ByteTrack: Multi-Object Tracking by Associating Every Detection Box

Souvik Mandal
August 8, 2022

ByteTrack is a multi-object tracking algorithm. As of writing this blog, it is the SOTA on MOT17 and MOT20 datasets.

MOTA and FPS comparisons of different trackers (credits: ByteTrack paper)

To completely understand this paper we will divide this post into the following sections:

Multi-Object Tracking (MOT)
ByteTrack algorithm and implementation
Results

Multi-Object Tracking

Multi-object tracking (MOT) aims at estimating bounding boxes and identities of objects in videos. A simple tracking algorithm can involve the following steps.

First, we detect the bounding boxes for all the objects (here we are only detecting persons in the image) in all the frames. In the image below, we have three frames and bounding boxes for all the persons highlighted in yellow, and the corresponding confidence threshold is mentioned at the top. Here we use an object detection algorithm to get the bounding box coordinates in all the frames.

Detection across frames (image credits: ByteTrack paper).

Next, we use some algorithms like ByteTrack to associate these detection boxes across frames. In the image below, after applying the tracking algorithm we assign a tracking id to each object (persons). Here, objects with the same tracking ids are shown in the same color.

BBox association result (image credit: ByteTrack paper).

Note: There are variations in how different tracking algorithms work than what I have mentioned above. In general, any algorithm which does detection first and then uses that detection result to get tracking ids are called Tracking-by-detection. We will discuss some of those variations later.

I am not going into the details of detection. Let’s assume we are using one of the detection models(Yolov5, YoloX , RetinaNet and so on.) to get the bounding boxes from each frame. Note the official implementation of ByteTrack uses the YoloX model as object-detector.

Now for bounding box association, we can use two logic as follows:

1. IOU Trackers / Location-based trackers

IoU Trackers (image credits: High-Speed Tracking-by-Detection Without Using Image Information paper)

Here, we assume that the video is captured at high FPS. So, between two consecutive frames, there is minimal movement of any objects. Now to associate objects across frames we can just calculate IoU (intersection over union) between detections of two consecutive frames. In the image above, the bounding boxes (they are shown in the same color across frames for the same object) of two objects are shown across frames.

Now if we calculate the IoU of detected bounding boxes, the same objects will have high overlap across frames than two different objects. In the above image, if we take any two consecutive frames the IoU for blue-blue or red-red boxes will be higher than for blue-red boxes. This way if two detected boxes have high IoU in two consecutive frames, we can give the same tracking id (in the image above, objects with the same tracking ids are in the same color).

Note: Detected boxes and bounding boxes are used interchangeably.

2. Feature-based trackers

Here instead of using location information (IoU), we use the features of the detected bounding boxes. We first find the bounding boxes in two frames. Then we calculate the features for each of the bounding boxes.

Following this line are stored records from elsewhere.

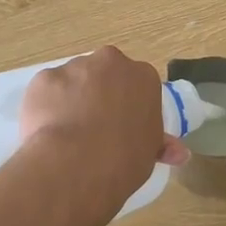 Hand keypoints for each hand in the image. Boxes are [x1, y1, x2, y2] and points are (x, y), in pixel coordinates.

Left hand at [19, 47, 189, 209]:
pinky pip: (46, 92)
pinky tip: (46, 132)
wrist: (77, 163)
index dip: (127, 106)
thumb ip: (161, 144)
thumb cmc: (124, 159)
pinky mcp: (44, 79)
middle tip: (94, 128)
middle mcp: (111, 62)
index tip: (121, 127)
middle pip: (104, 74)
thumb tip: (181, 153)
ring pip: (73, 80)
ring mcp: (74, 67)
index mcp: (143, 76)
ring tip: (66, 135)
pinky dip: (45, 107)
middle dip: (99, 94)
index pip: (137, 85)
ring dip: (70, 99)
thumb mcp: (150, 152) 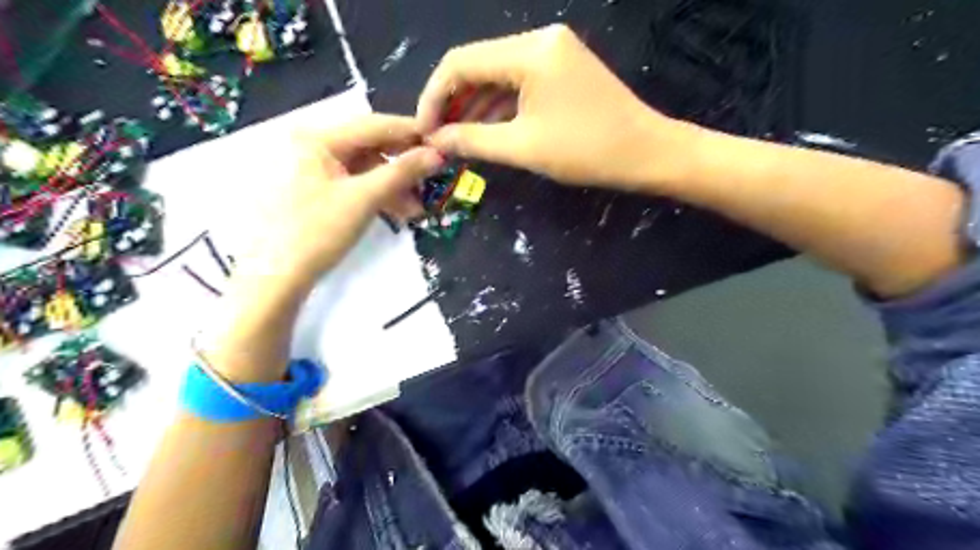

Then we can use cosine similarity to calculate the similarity of all the boxes from frame 1 to all the boxes from frame 2. We can give two detected boxes the same tracking id if they have a similarity value higher than a threshold and they don’t have any higher similarity matching with another bounding box.

Comparison of location-based and feature-based trackers

Location-based tracker fails when there is movement in-camera because then there might be high relative movement of an object across the frame the IoU value would be 0. In this case, the feature-based method will work because the relative position does not matter here.

If the detection algorithm has a low recall, then there will be objects which will be missed by the detector and if the detector fails for the same object continuously then when it will be detected again it might not have positive IoU with the last detected instance of this object in the previous frame.

Feature-based methods work fine with models with low recall. Here instead of checking one of the previous frames for matches, we can check some N numbers of the previous frames, so that even if the model does not detect an object in some of the frames when it detects the object again we have some old history to assign the same tracking id instead of a new one.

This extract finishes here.